Andreas Hale: I don’t think I can say enough great things about Jake Paine as a person. Forget as a writer and forget everything that he contributed, but as an individual, I always thought Paine was dope. We always had a saying that journalists were supposed to be the ones behind the camera, not in front of it unless it’s absolutely necessary. Paine is one of those people who would never let who he is get in front of his story. I always admired that. When he came over from AllHipHop he wanted to make a move. He’d been there for so long and wanted to do something else. I guess he wanted to jump on something that was still building steam, and that was us. When he came over, I wasn’t sure what to expect because I’d only read his writing, but he’s the most humble dude ever. When I say “ever,” I’m serious. Ever! No ego, nothing. He came over like, “This is your ship. Teach me how to do it and I’ll make sure it runs well.” We were supposed to be just co-editors and working off each other like an East Coast and West Coast Editor. But I got the call from BET at the time and I felt like I did a lot at DX and wanted to make a move and Paine was the perfect man in place. If he wasn’t there I probably wouldn’t have left to be honest with you. For him, he just kind of got a grasp on what we were doing and the voice and the investigative journalism. He was kind of already doing that at AllHipHop. He just needed to cultivate it to what the DX standard was. From that standpoint when I left, I new I left it in good hands. I wasn’t really worried about it. I just knew if there was any person that can handle the site and keep its integrity level the same, that was Jake Paine. 

There’s not too many people in journalism—especially today when people are so concerned with their image and their social media presence—Jake wasn’t concerned about none of that shit. He was just concerned with making sure shit went smoothly. Everything went over well. He integrated well into the system. He wasn’t like the starting quarterback that wants the plays to be made around him. He was all into the system and he flourished. Not too many cats can do that. People have egos these days. He’s just not once of those dudes. 

DX: It’s been 15 years since HipHopDX launched. What comes to mind? What are your thoughts on the publication? 

Andreas Hale: Longevity. Innovation. The one thing I will say about [Sharath] that other people may not know is that [Sharath’s] always looked outside of Hip Hop for his influences when it came to web design and things of that nature.
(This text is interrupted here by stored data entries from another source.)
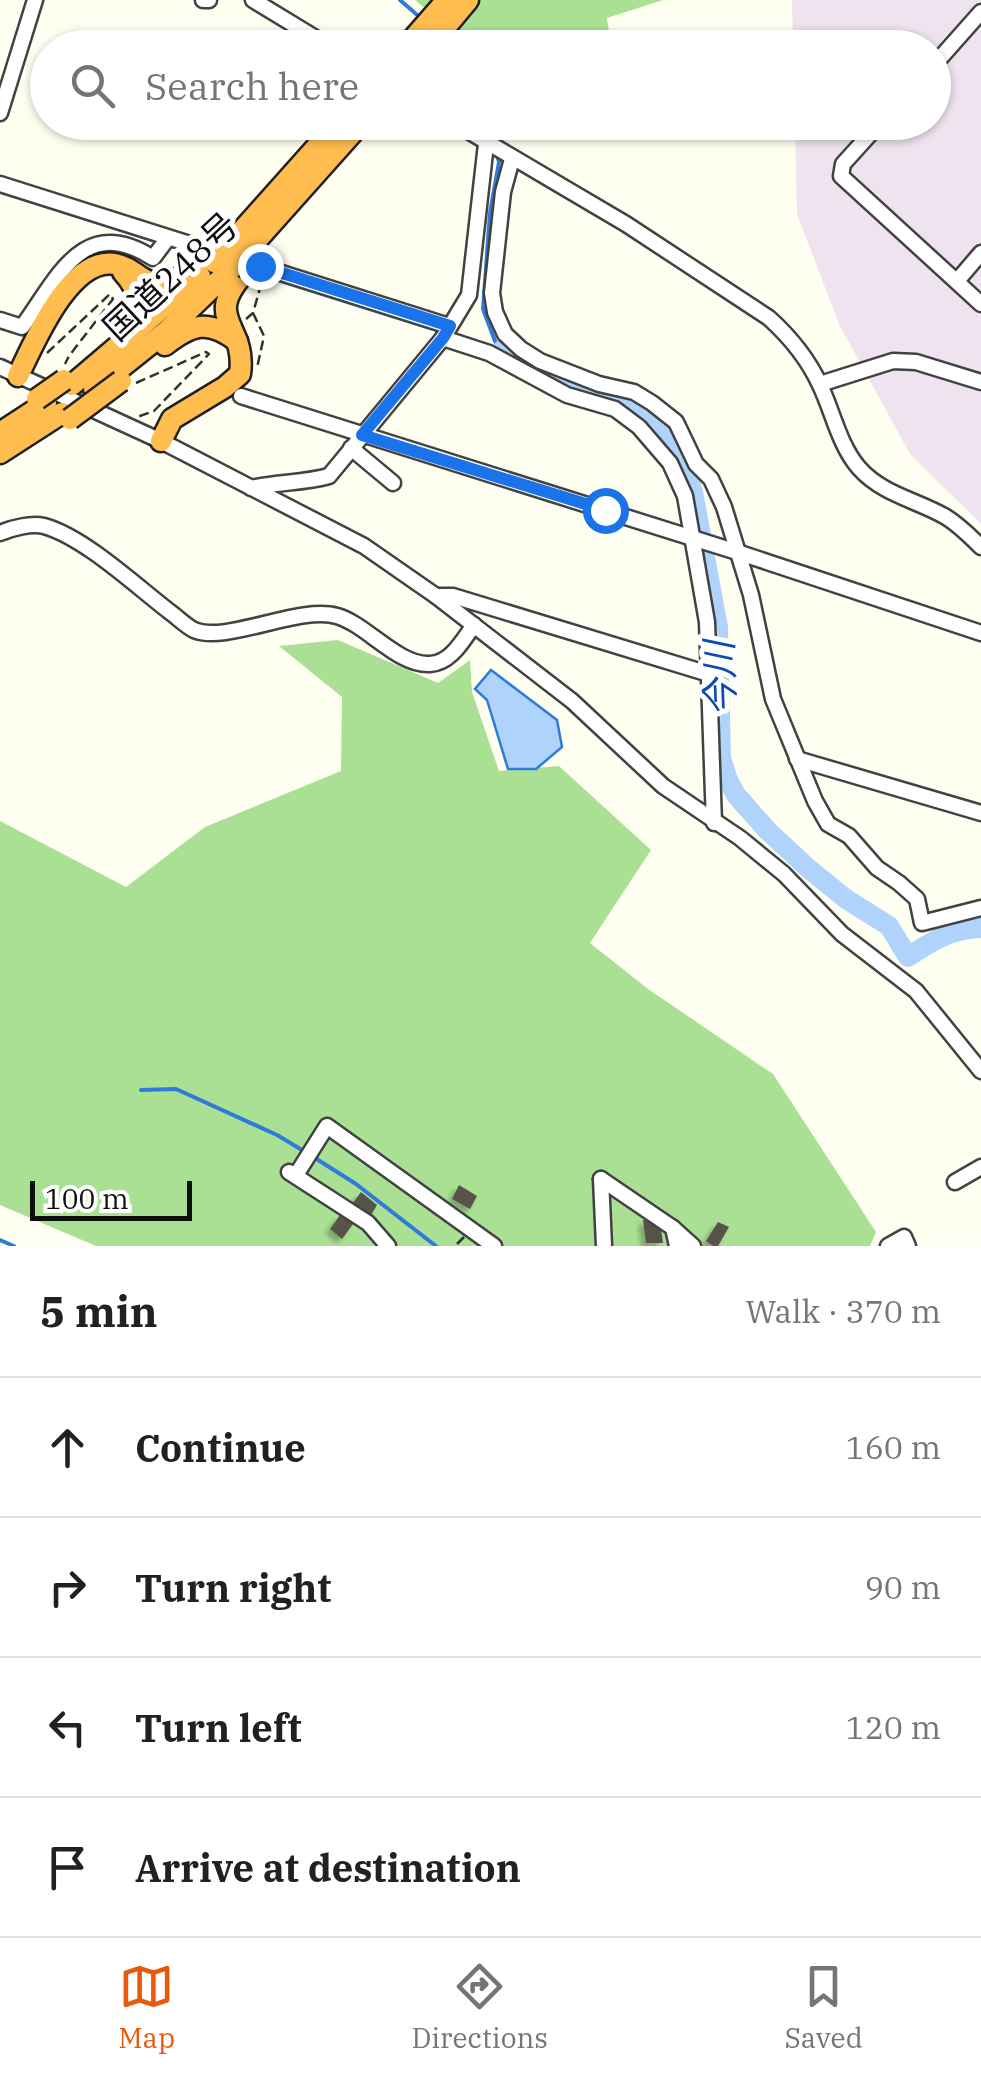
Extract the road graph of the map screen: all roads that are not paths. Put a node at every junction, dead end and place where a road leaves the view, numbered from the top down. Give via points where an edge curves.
1 (35, 0) edge
2 (254, 0) edge
3 (468, 0) edge
4 (445, 10) edge
5 (981, 12) edge
6 (303, 30) edge
7 (424, 30) edge
8 (951, 46) edge
9 (0, 113) edge
10 (323, 140) edge
11 (349, 140) edge
12 (480, 140) edge
13 (864, 140) edge
14 (486, 144) junction
15 (507, 156) junction
16 (0, 184) edge
17 (164, 244) junction
18 (981, 253) edge
19 (115, 264) junction
20 (231, 269) junction
21 (957, 281) junction
22 (981, 304) edge
23 (0, 320) edge
24 (446, 332) junction
25 (238, 342) junction
26 (9, 372) edge
27 (66, 379) junction
28 (981, 382) edge
29 (820, 384) junction
30 (241, 396) dead end
31 (52, 412) junction
32 (0, 426) edge
33 (0, 434) edge
34 (362, 435) junction
35 (161, 441) junction
36 (351, 448) junction
37 (0, 453) edge
38 (393, 483) dead end
39 (251, 488) junction
40 (0, 533) edge
41 (694, 539) junction
42 (981, 547) edge
43 (737, 552) junction
44 (436, 596) junction
45 (474, 625) junction
46 (981, 633) edge
47 (709, 674) junction
48 (797, 760) junction
49 (981, 813) edge
50 (714, 823) junction
51 (981, 908) edge
52 (981, 1071) edge
53 (981, 1167) edge
54 (955, 1182) dead end
55 (673, 1228) junction
56 (388, 1246) edge
57 (494, 1246) edge
58 (604, 1246) edge
59 (676, 1246) edge
60 (693, 1246) edge
61 (888, 1246) edge
62 (908, 1246) edge

1 - 9 street
2 - 6 street
3 - 4 highway
4 - 7 highway
5 - 8 street
10 - 20 highway, 国道248号, bridge via 234,240
11 - 20 highway, bridge via 289,221
12 - 14 street
13 - 21 street via 842,164 841,176
14 - 15 street
14 - 24 street via 472,288
15 - 29 street via 768,318
15 - 43 street via 492,293 505,334 540,360 634,392 676,422 696,464 712,478
16 - 17 street
17 - 23 street via 153,258 127,244 94,245 73,257 22,327
17 - 24 street
18 - 21 street
19 - 20 highway via 164,283
19 - 26 highway via 83,272
19 - 27 highway via 134,284 138,308 127,329
20 - 25 highway via 224,309
20 - 27 highway, 国道248号 via 199,278
20 - 31 highway, 国道248号 via 168,330 94,389
21 - 22 street
24 - 34 street
24 - 41 street via 639,427 670,463
25 - 31 highway, bridge via 201,325 176,337 127,382
25 - 35 highway via 240,374 172,418
26 - 35 street
27 - 31 highway, 国道248号
28 - 29 street via 892,361
29 - 42 street via 863,472 944,516
30 - 34 street
31 - 32 highway
31 - 33 highway, 国道248号
31 - 37 highway, 国道248号
34 - 36 street
34 - 41 street
35 - 39 street
36 - 38 street
36 - 39 street via 329,476
39 - 44 street via 364,546
40 - 45 street via 42,525 75,541 196,631 338,616 429,664 448,658
41 - 43 street
41 - 47 street
43 - 46 street
43 - 48 street via 774,700
44 - 45 street
44 - 47 street
45 - 50 street
47 - 50 street
48 - 49 street
48 - 51 street via 828,824 917,900 922,923
50 - 52 street via 763,856 842,934 916,991
53 - 54 street
55 - 58 street via 601,1180
55 - 59 street
55 - 60 street
56 - 57 street via 368,1224 292,1173 327,1126 471,1219
61 - 62 street via 904,1237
That kind of brushed off on everybody who worked with him. I think we had a meeting one day, the DX town hall joint where everybody would get together. Sharath [would say] “I want to beat AllHipHop.” I always said, “I don’t think that should be our mission. Our mission should be being the ESPN of Hip Hop culture.” He was like, “I like that.” Competition shouldn’t necessarily be our peers. We’ve got to look further than that. In order to win, you’ve gotta look further than that. If you have your eyes set on one target and let’s say that target falls for whatever reason, then what do you do? That was our thing: Just being innovative. Just being creative and finding new ways and new angles to do things. That’s why DX is still around. The other sites have fallen off. People said the blogs were going to take over or run these websites out. They’re still here and it’s for those reasons. We were never competing with our peers. We were competing with the big picture landscape of journalism and culture. That’s what I think of.